## WORK TASK
For the entries below, state how many lines include the string "Viale", and write nothing besides that number.

─── THE DATA ───

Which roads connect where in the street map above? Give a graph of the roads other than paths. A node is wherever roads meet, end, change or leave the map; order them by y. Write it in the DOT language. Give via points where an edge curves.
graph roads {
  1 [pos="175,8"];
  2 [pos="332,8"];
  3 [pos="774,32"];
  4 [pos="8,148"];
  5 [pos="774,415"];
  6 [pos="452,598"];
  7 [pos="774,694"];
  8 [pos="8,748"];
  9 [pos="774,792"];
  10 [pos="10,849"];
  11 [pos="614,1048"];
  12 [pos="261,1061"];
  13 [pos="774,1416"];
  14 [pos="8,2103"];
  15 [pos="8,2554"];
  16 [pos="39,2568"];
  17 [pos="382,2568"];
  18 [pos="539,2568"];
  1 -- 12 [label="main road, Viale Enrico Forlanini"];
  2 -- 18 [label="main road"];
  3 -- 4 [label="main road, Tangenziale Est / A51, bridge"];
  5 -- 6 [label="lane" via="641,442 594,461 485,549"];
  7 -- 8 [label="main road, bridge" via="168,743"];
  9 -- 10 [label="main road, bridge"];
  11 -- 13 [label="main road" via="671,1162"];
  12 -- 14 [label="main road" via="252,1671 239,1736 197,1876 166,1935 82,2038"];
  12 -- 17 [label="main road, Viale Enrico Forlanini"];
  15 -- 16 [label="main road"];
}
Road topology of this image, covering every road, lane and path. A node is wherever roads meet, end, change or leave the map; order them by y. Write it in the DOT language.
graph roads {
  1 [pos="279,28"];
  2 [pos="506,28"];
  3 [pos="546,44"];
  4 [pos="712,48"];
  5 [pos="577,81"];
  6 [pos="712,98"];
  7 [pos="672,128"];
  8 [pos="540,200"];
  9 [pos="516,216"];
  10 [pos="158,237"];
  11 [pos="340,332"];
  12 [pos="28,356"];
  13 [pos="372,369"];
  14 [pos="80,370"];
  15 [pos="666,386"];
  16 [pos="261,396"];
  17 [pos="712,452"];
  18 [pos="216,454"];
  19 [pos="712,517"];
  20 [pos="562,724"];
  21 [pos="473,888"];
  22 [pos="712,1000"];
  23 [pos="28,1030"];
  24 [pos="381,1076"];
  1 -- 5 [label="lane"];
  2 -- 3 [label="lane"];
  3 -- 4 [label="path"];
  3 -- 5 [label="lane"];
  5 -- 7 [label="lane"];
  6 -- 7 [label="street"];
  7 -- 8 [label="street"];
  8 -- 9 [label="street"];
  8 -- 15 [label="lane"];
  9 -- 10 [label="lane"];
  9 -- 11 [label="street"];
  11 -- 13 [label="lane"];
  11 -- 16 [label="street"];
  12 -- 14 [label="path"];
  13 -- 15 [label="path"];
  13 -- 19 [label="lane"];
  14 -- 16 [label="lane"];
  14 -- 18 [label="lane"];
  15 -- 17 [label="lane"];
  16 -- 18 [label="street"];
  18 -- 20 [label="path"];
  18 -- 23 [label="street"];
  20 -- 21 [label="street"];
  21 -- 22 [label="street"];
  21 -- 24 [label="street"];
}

───

## YOUR SOLUTION
2